Усомнившись в старом пути, по которому я шел до сих пор, я не успел так скоро взамен его отыскать другой и очутился в каком-то тупом переулке, из которого не находил выхода. И на поверку выходило, что в сущности я был таким же мерзавцем, как и чернопередельцы, которых я упрекал так жестоко в непоследовательности. В евангелии рассказывается, как апостол Петр, думай однажды итти по воде навстречу Христу, потерял в эту минуту веру и начал тонуть. Так и я, ходивший раньше но воде, теперь тонул и захлебывался, потерявши свою веру.
В то время как внутри меня происходила эта ужасная ломка, вызывающая ощущения, близко напоминавшие собою чувства, испытываемые при смерти дорогого человека -- ломка, совершавшаяся, конечно, вопреки желанию, подобно этой самой смерти, как какой-то неумолимый закон природы -- в это же время мне приходилось укрываться от полиции, кочуя с одной квартиры на другую и проводя где день, где два. Первого марта часу во втором ночи я был разбужен стуком в мою дверь.
-- Вы спите?-- услыхал я из-за двери голос моей хозяйки.-- Царя убили!..
Помню, на следующий день я проходил улицею возле железнодорожного вокзала; какой-то человек, одетый в легкое, не по сезону, темно-серое пальто, с башлыком, насунутым на голову до того глубоко, что лица нельзя было видеть, пересек мне дорогу, и сзади его по пятам шел жандарм, позвякивая шпорами. Это был арестованный, и его вели, кажется, с вокзала к извозчику, стоявшему тут же недалеко.
Меня словно что-то ударило. Царя убили, и жандармы всюду гонялись теперь за народовольцами. И это, должно быть, был народоволец. "Конечно,-- думал я, народоволец,-- народники жандармам не нужны. И я не нужен им: я вот здесь стою свободный, а его там ведут. А было время, когда и меня так же водили и не спускали с меня глаз. Но это время прошло. Другие люди борются теперь и гибнут, но я уже не при чем. История выбросила меня за борт, как негодную ветошь". И глубоко тоскливое чувство, порождавшееся от сознания своей ненужности, со всяким днем все сильнее и сильнее овладевало мною.
Первый народоволец-"старик", с которым мне довелось встретиться в Москве вскоре после описанного мною свидания с важничавшим господином, был Телалов. Я не знал его раньше и теперь познакомился с ним. Он был несколько моложе меня, с красивыми темными глазами. Разговоры вел всегда сдержанно и спокойно и в подтверждение своих взглядов любил ссылаться на авторитет Дюринга. При посредстве его мне удалось потом встретиться и с другими нелегальными народовольцами или, как их называли, "стариками". Нужно сказать, что в Москве "старики" не жили, кроме двоих, насколько мне известно -- Телалова и Марины Никаноровны, которые заведывали московской народовольческой организацией. Старики только наезжали по временам в Москву из Петербурга, где сосредоточены были их силы, для совершения цареубийства.

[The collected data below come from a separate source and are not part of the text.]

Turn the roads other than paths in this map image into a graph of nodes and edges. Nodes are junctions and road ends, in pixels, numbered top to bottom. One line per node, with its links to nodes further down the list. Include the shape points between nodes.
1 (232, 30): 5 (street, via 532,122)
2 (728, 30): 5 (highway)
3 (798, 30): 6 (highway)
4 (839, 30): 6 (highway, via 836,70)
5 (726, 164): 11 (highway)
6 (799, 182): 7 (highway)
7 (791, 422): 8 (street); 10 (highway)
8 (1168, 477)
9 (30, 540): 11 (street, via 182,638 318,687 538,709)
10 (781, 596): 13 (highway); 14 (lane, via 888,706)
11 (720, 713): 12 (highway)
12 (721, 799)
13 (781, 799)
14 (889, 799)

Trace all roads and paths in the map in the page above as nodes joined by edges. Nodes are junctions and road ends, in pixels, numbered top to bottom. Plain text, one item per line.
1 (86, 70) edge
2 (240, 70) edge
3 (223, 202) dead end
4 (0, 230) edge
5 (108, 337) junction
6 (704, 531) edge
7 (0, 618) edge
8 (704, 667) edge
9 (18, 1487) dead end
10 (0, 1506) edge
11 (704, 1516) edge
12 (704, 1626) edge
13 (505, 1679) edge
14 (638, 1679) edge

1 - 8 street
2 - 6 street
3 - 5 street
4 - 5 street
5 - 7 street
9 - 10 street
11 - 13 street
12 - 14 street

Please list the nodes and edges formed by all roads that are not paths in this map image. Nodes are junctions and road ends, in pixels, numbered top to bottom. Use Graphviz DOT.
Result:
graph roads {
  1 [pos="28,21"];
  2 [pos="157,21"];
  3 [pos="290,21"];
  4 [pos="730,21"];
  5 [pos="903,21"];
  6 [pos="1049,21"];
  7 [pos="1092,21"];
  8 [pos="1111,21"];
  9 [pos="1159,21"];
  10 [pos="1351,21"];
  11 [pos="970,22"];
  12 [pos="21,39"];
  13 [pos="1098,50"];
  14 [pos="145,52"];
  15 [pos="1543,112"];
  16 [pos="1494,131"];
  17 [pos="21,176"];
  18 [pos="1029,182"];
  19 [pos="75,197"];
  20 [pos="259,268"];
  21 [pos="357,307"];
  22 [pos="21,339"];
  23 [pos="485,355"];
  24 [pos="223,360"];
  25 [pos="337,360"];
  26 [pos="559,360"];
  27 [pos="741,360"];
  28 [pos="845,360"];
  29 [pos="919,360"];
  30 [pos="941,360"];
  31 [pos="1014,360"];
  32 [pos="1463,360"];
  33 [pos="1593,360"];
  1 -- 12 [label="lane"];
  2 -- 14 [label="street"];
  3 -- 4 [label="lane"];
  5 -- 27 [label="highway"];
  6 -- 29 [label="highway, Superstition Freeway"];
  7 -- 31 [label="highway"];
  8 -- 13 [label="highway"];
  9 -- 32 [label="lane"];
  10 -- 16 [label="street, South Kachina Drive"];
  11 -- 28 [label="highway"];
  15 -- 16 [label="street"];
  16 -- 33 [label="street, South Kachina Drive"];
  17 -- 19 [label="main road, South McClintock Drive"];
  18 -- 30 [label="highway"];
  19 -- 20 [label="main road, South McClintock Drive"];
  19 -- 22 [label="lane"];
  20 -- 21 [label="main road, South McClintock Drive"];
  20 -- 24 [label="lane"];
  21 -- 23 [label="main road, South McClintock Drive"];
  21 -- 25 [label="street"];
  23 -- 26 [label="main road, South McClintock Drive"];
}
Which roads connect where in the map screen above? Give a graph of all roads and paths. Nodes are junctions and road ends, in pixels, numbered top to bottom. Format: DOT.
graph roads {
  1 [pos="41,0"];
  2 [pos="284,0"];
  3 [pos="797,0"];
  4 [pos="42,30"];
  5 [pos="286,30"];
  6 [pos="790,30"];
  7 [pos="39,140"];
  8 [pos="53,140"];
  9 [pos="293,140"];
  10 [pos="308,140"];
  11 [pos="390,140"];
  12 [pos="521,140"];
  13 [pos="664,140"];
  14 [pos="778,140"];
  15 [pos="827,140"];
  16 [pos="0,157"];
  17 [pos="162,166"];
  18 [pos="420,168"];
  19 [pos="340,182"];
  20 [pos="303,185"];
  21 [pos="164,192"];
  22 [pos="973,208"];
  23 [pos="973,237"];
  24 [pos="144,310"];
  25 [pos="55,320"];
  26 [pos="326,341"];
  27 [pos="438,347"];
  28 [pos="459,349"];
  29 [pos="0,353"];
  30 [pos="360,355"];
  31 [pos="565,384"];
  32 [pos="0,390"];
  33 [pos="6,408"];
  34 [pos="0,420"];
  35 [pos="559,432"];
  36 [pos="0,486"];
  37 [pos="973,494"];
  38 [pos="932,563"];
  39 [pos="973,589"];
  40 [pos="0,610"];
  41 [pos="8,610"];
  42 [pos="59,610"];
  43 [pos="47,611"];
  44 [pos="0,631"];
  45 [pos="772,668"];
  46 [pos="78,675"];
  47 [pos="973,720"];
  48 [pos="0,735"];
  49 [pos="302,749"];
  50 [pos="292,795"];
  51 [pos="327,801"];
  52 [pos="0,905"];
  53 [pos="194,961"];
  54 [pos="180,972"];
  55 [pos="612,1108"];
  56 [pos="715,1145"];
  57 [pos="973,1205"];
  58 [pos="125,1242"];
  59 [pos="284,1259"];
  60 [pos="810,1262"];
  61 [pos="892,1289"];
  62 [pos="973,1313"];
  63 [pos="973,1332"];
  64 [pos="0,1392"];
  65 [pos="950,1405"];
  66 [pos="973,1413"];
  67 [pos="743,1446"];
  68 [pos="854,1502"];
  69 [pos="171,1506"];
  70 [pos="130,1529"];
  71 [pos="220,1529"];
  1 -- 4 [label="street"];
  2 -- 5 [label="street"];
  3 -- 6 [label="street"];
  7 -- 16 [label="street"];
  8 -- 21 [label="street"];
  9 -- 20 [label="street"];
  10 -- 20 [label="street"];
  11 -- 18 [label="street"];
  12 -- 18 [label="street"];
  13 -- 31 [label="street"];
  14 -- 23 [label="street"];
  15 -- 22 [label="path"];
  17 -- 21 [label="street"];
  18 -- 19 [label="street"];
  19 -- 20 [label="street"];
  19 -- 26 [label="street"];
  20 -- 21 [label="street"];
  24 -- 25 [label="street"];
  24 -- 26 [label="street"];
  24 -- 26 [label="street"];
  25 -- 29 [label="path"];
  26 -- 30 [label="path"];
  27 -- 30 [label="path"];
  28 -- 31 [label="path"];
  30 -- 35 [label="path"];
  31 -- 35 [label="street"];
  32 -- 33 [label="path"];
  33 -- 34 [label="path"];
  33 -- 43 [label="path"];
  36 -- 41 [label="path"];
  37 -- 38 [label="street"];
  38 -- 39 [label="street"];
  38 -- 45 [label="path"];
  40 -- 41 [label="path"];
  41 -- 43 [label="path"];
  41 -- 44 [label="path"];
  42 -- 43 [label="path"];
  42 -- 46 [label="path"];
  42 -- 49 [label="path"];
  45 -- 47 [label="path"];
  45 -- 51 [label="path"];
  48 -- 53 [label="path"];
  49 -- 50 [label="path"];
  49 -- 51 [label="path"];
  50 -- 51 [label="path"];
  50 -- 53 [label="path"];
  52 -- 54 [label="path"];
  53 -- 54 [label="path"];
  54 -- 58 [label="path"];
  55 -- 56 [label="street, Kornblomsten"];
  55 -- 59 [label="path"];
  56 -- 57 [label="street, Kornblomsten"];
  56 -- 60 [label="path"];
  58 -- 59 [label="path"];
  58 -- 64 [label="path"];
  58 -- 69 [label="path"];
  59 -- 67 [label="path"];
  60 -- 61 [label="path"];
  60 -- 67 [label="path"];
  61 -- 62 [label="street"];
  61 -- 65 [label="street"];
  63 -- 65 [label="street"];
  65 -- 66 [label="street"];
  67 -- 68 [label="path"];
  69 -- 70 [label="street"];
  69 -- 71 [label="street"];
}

Но после 1 марта, когда дело было сделано и, с другой стороны, когда преследования жандармов были усилены настолько, что им трудно было там держаться, они разбежались. Некоторые из них по пути -- кто в южную Россию, а кто на восток -- проезжали через Москву. И я видел тогда в Москве Юрия Богдановича, Якимову, Лебедеву, Ивановскую, Лангенса Мартына. Все они продефилировали тогда передо мною. С Лангенсом и Богдановичем я имел первое свидание на Цветном бульваре. В видах конспирации, чтобы шпионы не заподозрили в них революционеров, они были расфранчены. Но как мало все-таки они походили на франтов! По крайней мере мой глаз сразу открывал подделку. Помню, у Богдановича была какой-то странной формы шляпа, как мне казалось, обращавшая на себя внимание. Когда я заметил ему об этом, то он только добродушно рассмеялся.
"Молодежь, "стремящаяся занимать положения в обществе, неизмеримо лучше умеет одеваться",-- думал я, глядя на них. А между тем этим очень даже нужно было это: шпионы гнались по пятам; полиция, жандармы -- все стало на ноги, чтобы их ловить. И, несмотря на полную рознь наших взглядов, в ту минуту я почувствовал к ним нечто подобное тому, что, как мне казалось, чувствовал ко мне Лангенс когда-то в мценской тюрьме, когда он глядел на меня из своей камеры через дверное оконце; тогда на очереди был я, теперь -- они.